Escreveu o saudoso Papa João Paulo II : (Ecclesia de Eucharistia, n. 52) “Atualmente também deveria ser redescoberta e valorizada a obediência às normas litúrgicas como reflexo e testemunho da Igreja, una e universal, que se torna presente em cada celebração da Eucaristia. O sacerdote, que celebra fielmente a Missa segundo as normas litúrgicas, e a comunidade, que às mesmas adere, demonstram de modo silencioso mas expressivo o seu amor à Igreja. (…) A ninguém é permitido aviltar este mistério que está confiado às nossas mãos: é demasiado grande para que alguém possa permitir-se de tratá-lo a seu livre arbítrio, não respeitando o seu caráter sagrado nem a sua dimensão universal.”

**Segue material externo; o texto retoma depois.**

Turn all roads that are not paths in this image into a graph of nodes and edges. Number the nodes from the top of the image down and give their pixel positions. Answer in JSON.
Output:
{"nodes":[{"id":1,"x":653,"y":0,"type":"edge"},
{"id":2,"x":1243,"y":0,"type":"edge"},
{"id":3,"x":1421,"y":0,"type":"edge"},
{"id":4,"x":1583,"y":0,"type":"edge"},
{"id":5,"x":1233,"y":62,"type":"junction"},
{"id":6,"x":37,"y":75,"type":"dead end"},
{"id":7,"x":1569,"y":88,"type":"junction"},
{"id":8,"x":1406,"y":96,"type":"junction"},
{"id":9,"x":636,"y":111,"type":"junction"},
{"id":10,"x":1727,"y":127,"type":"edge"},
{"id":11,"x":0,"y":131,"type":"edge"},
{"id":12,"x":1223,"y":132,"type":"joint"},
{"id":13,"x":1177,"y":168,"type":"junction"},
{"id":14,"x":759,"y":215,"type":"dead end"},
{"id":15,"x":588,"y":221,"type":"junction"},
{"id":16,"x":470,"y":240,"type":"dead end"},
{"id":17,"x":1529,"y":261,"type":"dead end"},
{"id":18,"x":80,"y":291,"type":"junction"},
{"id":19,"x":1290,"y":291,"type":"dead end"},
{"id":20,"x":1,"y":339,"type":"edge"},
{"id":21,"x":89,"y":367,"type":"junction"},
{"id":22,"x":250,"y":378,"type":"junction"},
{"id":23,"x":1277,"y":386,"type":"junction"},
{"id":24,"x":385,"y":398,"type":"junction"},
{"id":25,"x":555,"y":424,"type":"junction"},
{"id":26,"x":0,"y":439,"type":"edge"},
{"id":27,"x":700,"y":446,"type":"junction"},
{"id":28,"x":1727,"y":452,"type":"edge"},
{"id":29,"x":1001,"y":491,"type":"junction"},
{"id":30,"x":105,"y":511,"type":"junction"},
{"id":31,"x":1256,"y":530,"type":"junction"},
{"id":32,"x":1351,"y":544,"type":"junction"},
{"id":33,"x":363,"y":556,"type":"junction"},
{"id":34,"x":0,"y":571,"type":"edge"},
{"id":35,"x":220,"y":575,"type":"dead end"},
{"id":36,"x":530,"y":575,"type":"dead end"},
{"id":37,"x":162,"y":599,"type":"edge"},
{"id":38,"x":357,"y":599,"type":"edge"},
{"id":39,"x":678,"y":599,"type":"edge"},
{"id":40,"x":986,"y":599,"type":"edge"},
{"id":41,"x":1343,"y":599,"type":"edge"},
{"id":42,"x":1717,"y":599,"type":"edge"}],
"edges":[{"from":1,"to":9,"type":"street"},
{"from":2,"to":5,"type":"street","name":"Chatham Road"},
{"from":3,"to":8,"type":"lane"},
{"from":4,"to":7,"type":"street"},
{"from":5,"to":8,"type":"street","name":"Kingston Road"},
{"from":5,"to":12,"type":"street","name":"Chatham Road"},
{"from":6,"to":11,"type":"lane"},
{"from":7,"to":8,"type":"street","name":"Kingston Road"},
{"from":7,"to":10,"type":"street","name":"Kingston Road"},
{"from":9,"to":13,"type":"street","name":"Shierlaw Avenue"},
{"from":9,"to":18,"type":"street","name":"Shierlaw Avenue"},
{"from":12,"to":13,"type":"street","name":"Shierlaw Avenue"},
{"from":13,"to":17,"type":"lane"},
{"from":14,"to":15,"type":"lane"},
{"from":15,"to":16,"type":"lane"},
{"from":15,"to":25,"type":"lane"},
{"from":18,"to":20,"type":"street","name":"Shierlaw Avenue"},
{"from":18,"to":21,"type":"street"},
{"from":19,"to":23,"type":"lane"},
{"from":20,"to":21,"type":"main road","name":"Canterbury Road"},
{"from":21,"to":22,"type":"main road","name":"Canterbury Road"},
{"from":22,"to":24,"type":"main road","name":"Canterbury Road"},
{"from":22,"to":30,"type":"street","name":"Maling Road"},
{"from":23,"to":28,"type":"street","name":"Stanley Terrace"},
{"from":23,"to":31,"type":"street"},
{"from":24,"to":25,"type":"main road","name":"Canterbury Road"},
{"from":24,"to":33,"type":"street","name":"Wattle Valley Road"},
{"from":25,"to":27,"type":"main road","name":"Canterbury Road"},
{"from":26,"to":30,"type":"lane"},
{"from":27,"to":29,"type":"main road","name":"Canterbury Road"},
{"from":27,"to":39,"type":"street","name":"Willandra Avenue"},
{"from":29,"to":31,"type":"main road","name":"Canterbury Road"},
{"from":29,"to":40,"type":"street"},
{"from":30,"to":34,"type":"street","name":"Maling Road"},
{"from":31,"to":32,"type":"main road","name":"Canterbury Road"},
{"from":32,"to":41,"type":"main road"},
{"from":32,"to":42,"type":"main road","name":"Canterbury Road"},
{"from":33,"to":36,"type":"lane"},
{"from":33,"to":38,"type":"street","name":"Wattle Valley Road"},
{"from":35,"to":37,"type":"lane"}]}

Também a Instrução Inaestimabile Donum, de 1980, afirma: “Aquele que oferece culto a Deus em nome da Igreja, de um modo contrário ao qual foi estabelecido pela própria Igreja com a autoridade dada por Deus e o qual é também a tradição da Igreja, é culpado de falsificação.”

O Cardeal Ratzinger, hoje Papa Bento XVI, afirmou: “É preciso que volte a ser claro que a ciência da liturgia não existe para produzir constantemente novos modelos, como é próprio da indústria automobilística. (…) A Liturgia é algo diferente da invenção de textos e ritos, porque vive, precisamente, do que não é manipulável.” (“O Sal da Terra”)

Mitos litúrgicos - Parte III

Mito 15. “O Ministério extraordinário da Sagrada Comunhão existe para promover a participação dos leigos.”

Não existe para isso, pois ordinariamente a função do leigo não é distribuir o Corpo de Deus.

Isso afirma expressamente a Instrução Redemptionis Sacramentum (n. 151): “Somente em caso de verdadeira necessidade se deverá recorrer à ajuda dos ministros extroardinários na celebração da liturgia. De fato, isto não está previsto para assegurar a participação mais plena dos leigos, mas é por sua natureza supletivo e provisório.”

O ministro ordinário da Comunhão Eucarística, pela unção do Sacramento da Ordem, é o sacerdote e o diácono (Cânon 910). Por isso, ordinariamente somente eles podem ministrar a Corpo de Nosso Senhor.

Havendo real necessidade, o ministro extraordinário pode distribuir a Comunhão Eucarística. Os ministros extraordinários são prioritariamente os acólitos instituídos (cânon 910). Não havendo acólitos instituídos disponíveis para isso, outros fiéis (religiosos ou leigos) podem atuar ministrando a Comunhão Eucarística, como aponta a Instrução Redemptionis Sacramentum (n. 155) Tais situações são, de fato, extraordinárias, como o próprio nome do ministério já o indica.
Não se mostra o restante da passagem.